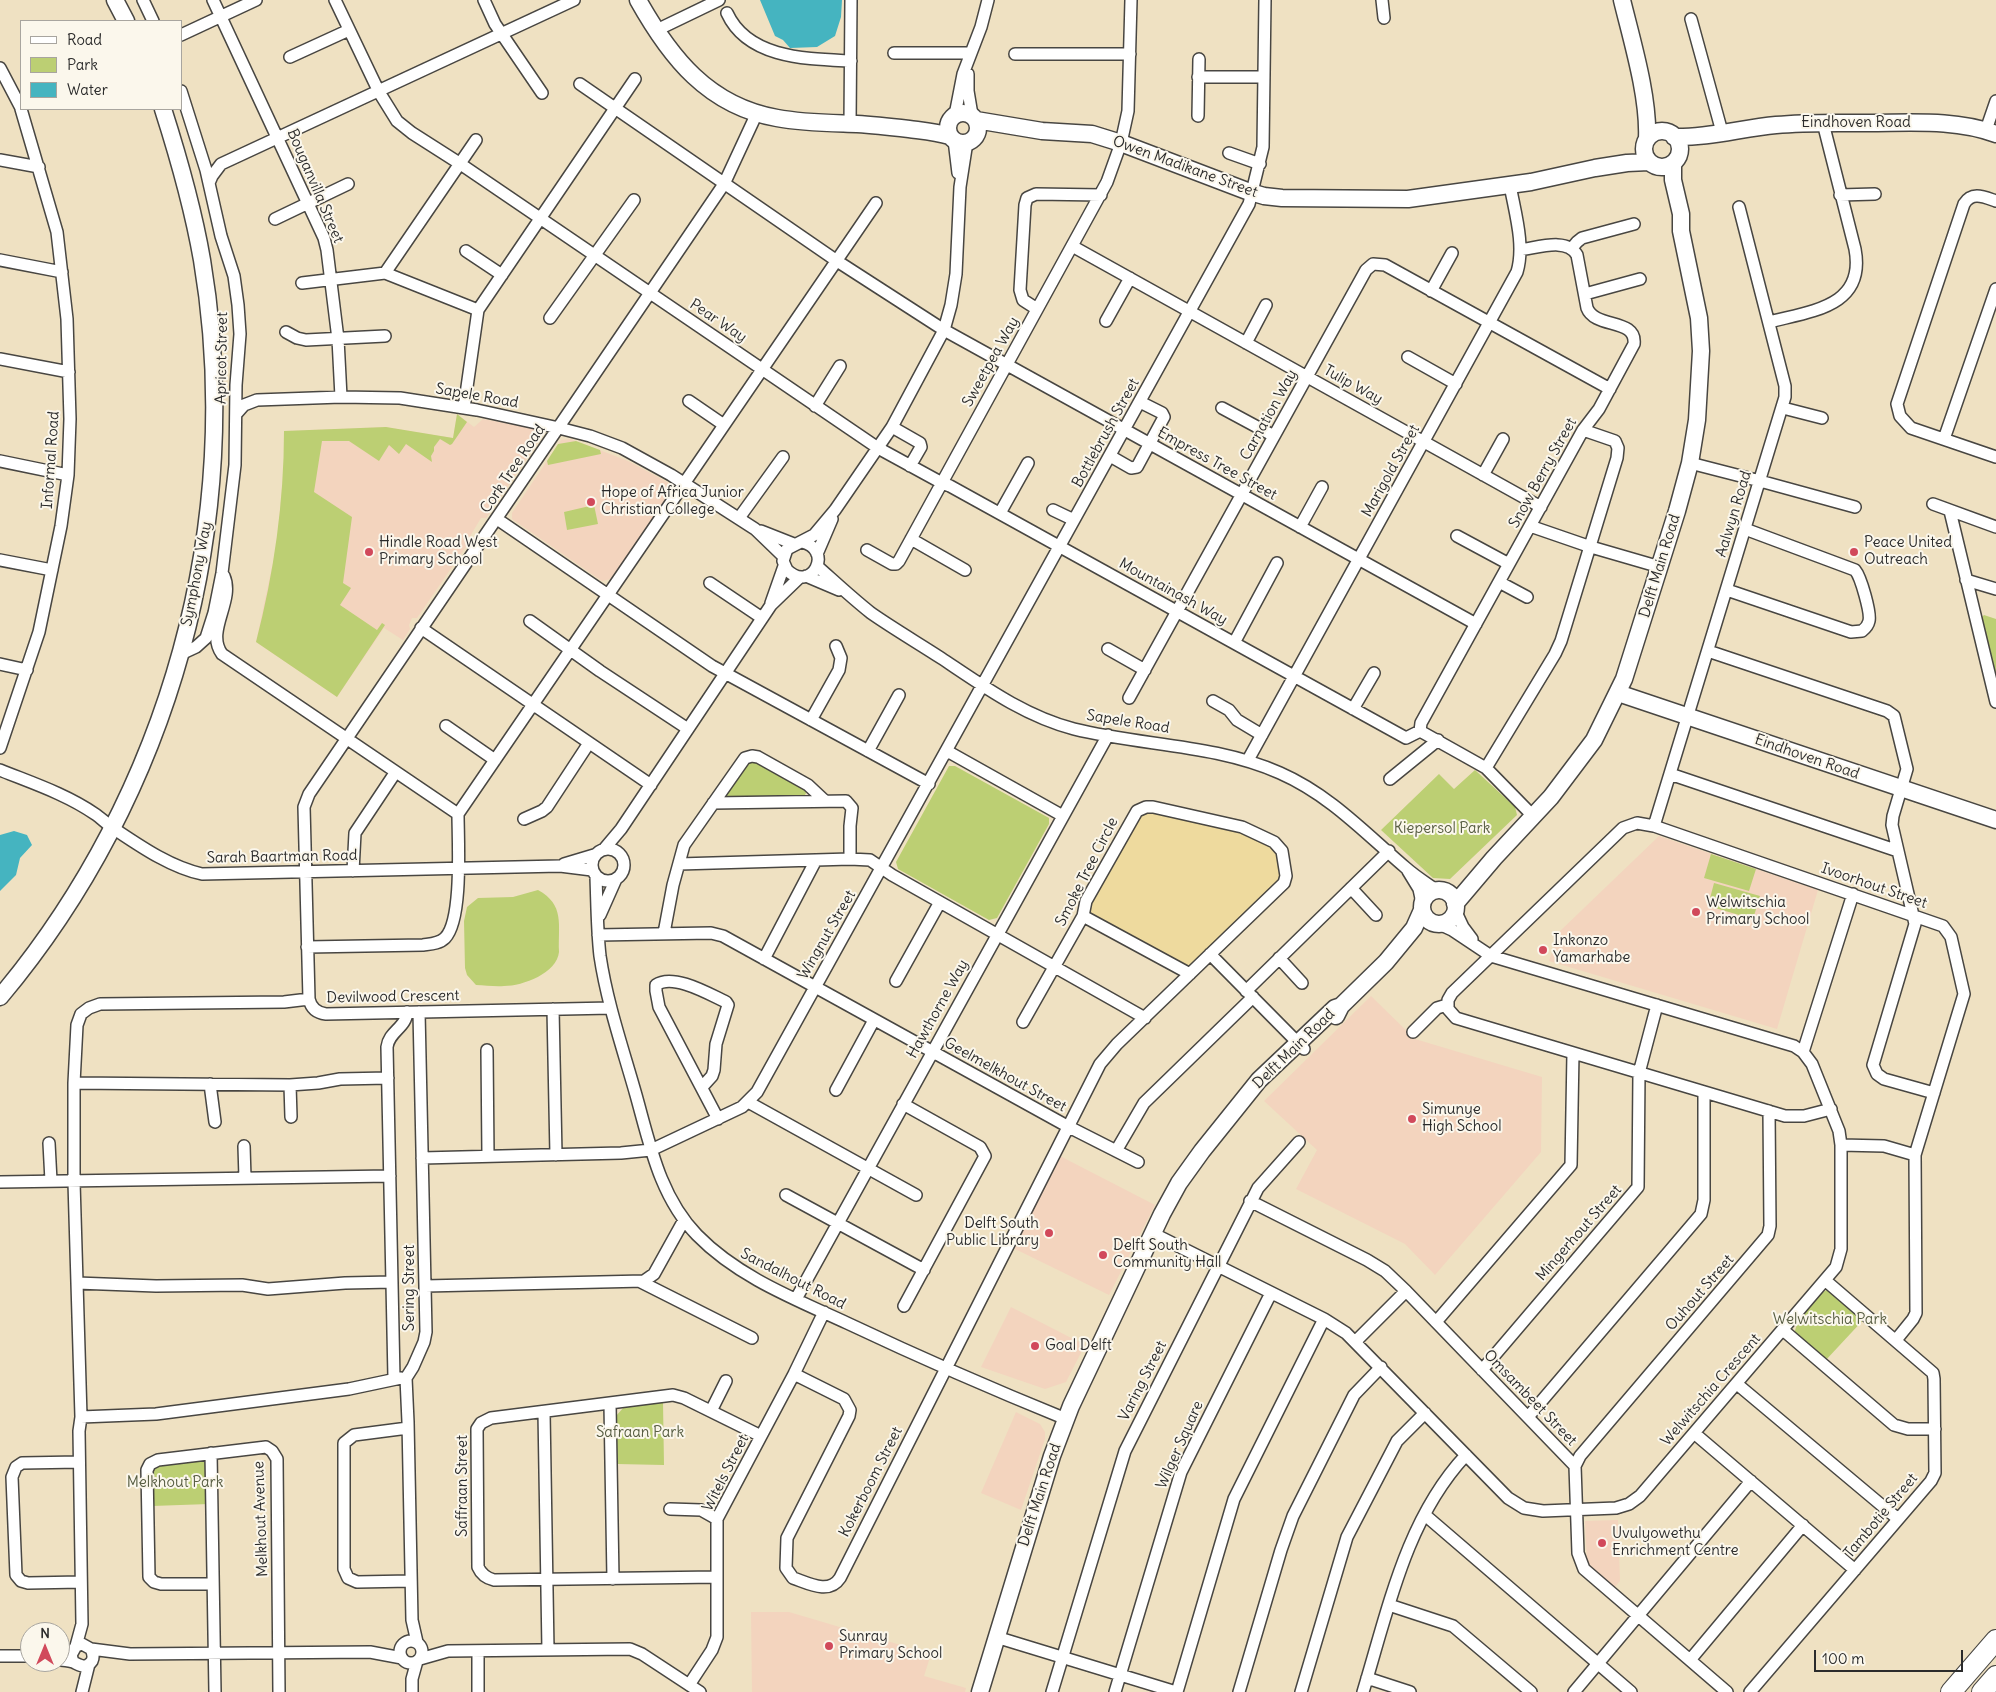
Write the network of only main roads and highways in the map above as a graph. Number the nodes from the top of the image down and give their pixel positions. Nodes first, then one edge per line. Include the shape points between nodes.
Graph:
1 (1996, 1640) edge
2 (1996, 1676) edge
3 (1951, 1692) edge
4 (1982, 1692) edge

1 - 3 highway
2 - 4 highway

### The task
Exclude the images and reproduce the remaining data exactly.

### Answer
Write the network of only main roads and highways in the map above as a graph. Number the nodes from the top of the image down and give their pixel positions. Nodes first, then one edge per line. Include the shape points between nodes.
Graph:
1 (1996, 1640) edge
2 (1996, 1676) edge
3 (1951, 1692) edge
4 (1982, 1692) edge

1 - 3 highway
2 - 4 highway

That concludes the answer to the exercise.